Quick Thoughts: Apple and Netflix – a Taste of Things to Come?
– Apple’s disappointment fuels the bear case of increasing competition and tightening margins – consensus estimates will continue to fall. 47.8m iPhones + 22.9m iPads = Not Enough.
– Broader product lines and faster update cycles will be pitched as opportunity driven, but are competitive responses and will hit profitability harder than analysts expect.
– In contrast, Netflix crushed expectations, delivering a profit where losses were expected, and increasing total streaming subs by 13%, including 2 million new US customers.
– Netflix’s big quarter comes before the effect of new original programming, and suggests the company could reach the scale and differentiation needed to survive and win a tough, tough game.
On a revenue basis, Apple has now missed three quarters in a row, the point where an anomaly becomes a trend, decelerating to 18% YoY growth, its slowest rate since mid-2009. The 47.8M iPhones and 22.9M iPads were disappointing, given whisper numbers that had been creeping upward in the wake of Verizon’s reveal that it had sold 6.2M on its own for the quarter. Gross margins were down for the third consecutive quarter, off more than 600bp YoY to 38.6%, evidence of the costs of accelerating product development and broadening product lines. This, too, is a tough trend, one that could continue for a long while given competitive trends and Apple’s likely responses. Rumors of a spring iPhone refresh and of a broadening product line, including low cost models intended for the ruthless competition of the emerging market are not harbingers of margin stability. I’ve written about this at length. (see Apple: Can a Leopard Change its Spots?)

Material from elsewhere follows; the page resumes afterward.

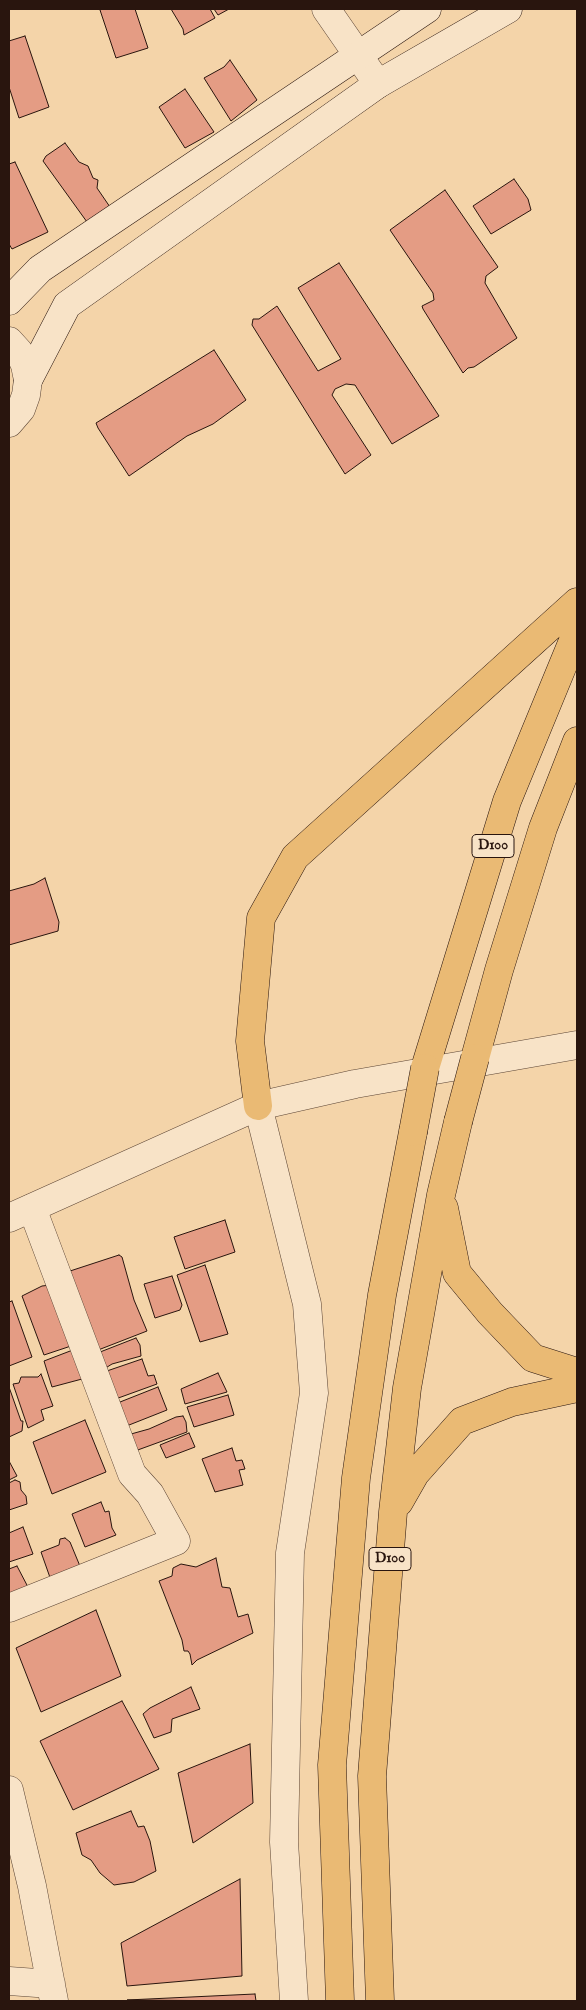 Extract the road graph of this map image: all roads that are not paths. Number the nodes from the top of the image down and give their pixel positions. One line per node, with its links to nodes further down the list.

As usual, Apple offered guidance for the quarter ahead, this time confusing the matter by announcing that it had changed its previous policy of giving obviously low-ball guidance. Analysts who had calibrated their models based on the track record vs. the official guidance will be flying blind for at least one quarter. If Apple management is being straight about giving accurate guidance, it has the considerable potential of blowing up in their face come April. More importantly, these same analysts have not universally gotten the message about the decelerating sales and downward trending margins. Valuation will not matter until the downward revisions are done, and that could take a long time to play out.
Now for the feel-good side of today’s news. I’m kicking myself for not having added Netflix to our large cap model portfolio when I had the chance. The problem was that previous quarterly results suggested that the company’s US subscriber base was reaching a plateau a bit too low. After a lackluster 3Q with static US subscriber rolls, Netflix found nearly 4 million new streaming customers, with more than half of them in the US. That’s 13% overall sub growth for the quarter, composed of 8.2% growth domestically and 42% outside the borders. Apparently, a lot of those tablets and game consoles sold during the Holidays were used to hook with Netflix, just in time for the swath of new original programming coming over the next couple months. Oh, and the company turned a profit – delivering 13 cents of earnings in a quarter that everyone expected to be a loss.
Of course Netflix has many miles to go on its quixotic quest to unseat the cable network titans and establish itself as the undisputed champion of subscription video. The success or failure of the original programming – the splashy Kevin Spacey vehicle “House of Cards”, the much anticipated return of the cult hit comedy “Arrested Development”, and a few others – seems to be a make or break point for the company. This quarter’s subscriber numbers raise the odds on a “make” considerably.